### WORK INSTRUCTION
Your reply should reproduce each line below exactly and carry none of the pictures.

### RECORDS PROVIDED
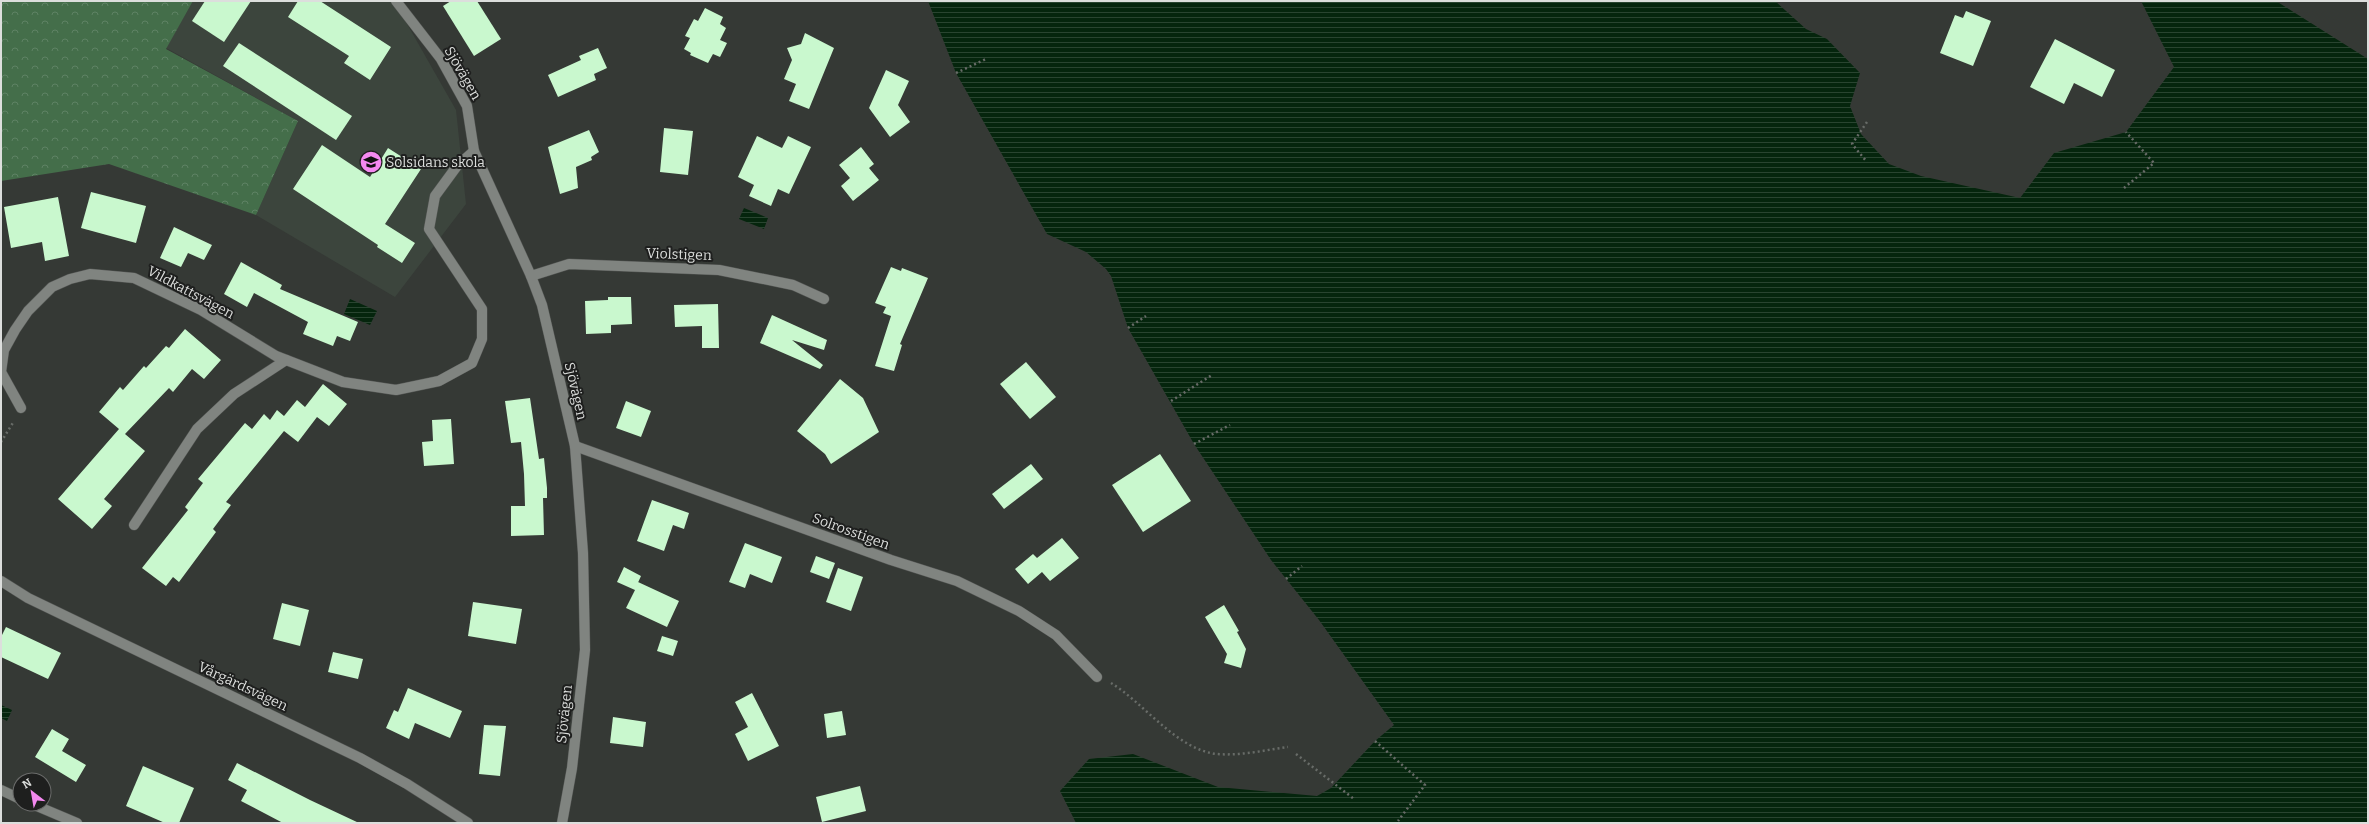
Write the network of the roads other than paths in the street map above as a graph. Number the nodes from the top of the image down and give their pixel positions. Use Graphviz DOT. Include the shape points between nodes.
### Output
graph roads {
  1 [pos="396,1"];
  2 [pos="474,151"];
  3 [pos="531,276"];
  4 [pos="824,299"];
  5 [pos="286,360"];
  6 [pos="21,408"];
  7 [pos="575,446"];
  8 [pos="134,525"];
  9 [pos="1,581"];
  10 [pos="1097,677"];
  11 [pos="1,790"];
  12 [pos="12,795"];
  13 [pos="51,812"];
  14 [pos="77,823"];
  15 [pos="468,823"];
  16 [pos="562,823"];
  1 -- 2 [label="street, Sjövägen" via="441,59 468,106"];
  2 -- 3 [label="street, Sjövägen"];
  2 -- 5 [label="street, Vildkattsvägen" via="457,166 435,196 429,229 482,309 482,339 472,363 439,381 396,390 343,382"];
  3 -- 4 [label="street, Violstigen" via="569,264 719,270 793,285"];
  3 -- 7 [label="street, Sjövägen" via="542,305"];
  5 -- 6 [label="street, Vildkattsvägen" via="201,310 134,278 90,274 52,287 28,311 4,350 2,372"];
  5 -- 8 [label="street" via="234,394 197,429"];
  7 -- 10 [label="street, Solrosstigen" via="876,555 957,581 1019,611 1056,635"];
  7 -- 16 [label="street, Sjövägen" via="583,553 585,650 572,768"];
  9 -- 15 [label="street, Vårgärdsvägen" via="28,598 360,758"];
  11 -- 12 [label="street"];
  13 -- 14 [label="street"];
}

### ANSWER BOX
Write the network of the roads other than paths in the street map above as a graph. Number the nodes from the top of the image down and give their pixel positions. Use Graphviz DOT. Include the shape points between nodes.
### Output
graph roads {
  1 [pos="396,1"];
  2 [pos="474,151"];
  3 [pos="531,276"];
  4 [pos="824,299"];
  5 [pos="286,360"];
  6 [pos="21,408"];
  7 [pos="575,446"];
  8 [pos="134,525"];
  9 [pos="1,581"];
  10 [pos="1097,677"];
  11 [pos="1,790"];
  12 [pos="12,795"];
  13 [pos="51,812"];
  14 [pos="77,823"];
  15 [pos="468,823"];
  16 [pos="562,823"];
  1 -- 2 [label="street, Sjövägen" via="441,59 468,106"];
  2 -- 3 [label="street, Sjövägen"];
  2 -- 5 [label="street, Vildkattsvägen" via="457,166 435,196 429,229 482,309 482,339 472,363 439,381 396,390 343,382"];
  3 -- 4 [label="street, Violstigen" via="569,264 719,270 793,285"];
  3 -- 7 [label="street, Sjövägen" via="542,305"];
  5 -- 6 [label="street, Vildkattsvägen" via="201,310 134,278 90,274 52,287 28,311 4,350 2,372"];
  5 -- 8 [label="street" via="234,394 197,429"];
  7 -- 10 [label="street, Solrosstigen" via="876,555 957,581 1019,611 1056,635"];
  7 -- 16 [label="street, Sjövägen" via="583,553 585,650 572,768"];
  9 -- 15 [label="street, Vårgärdsvägen" via="28,598 360,758"];
  11 -- 12 [label="street"];
  13 -- 14 [label="street"];
}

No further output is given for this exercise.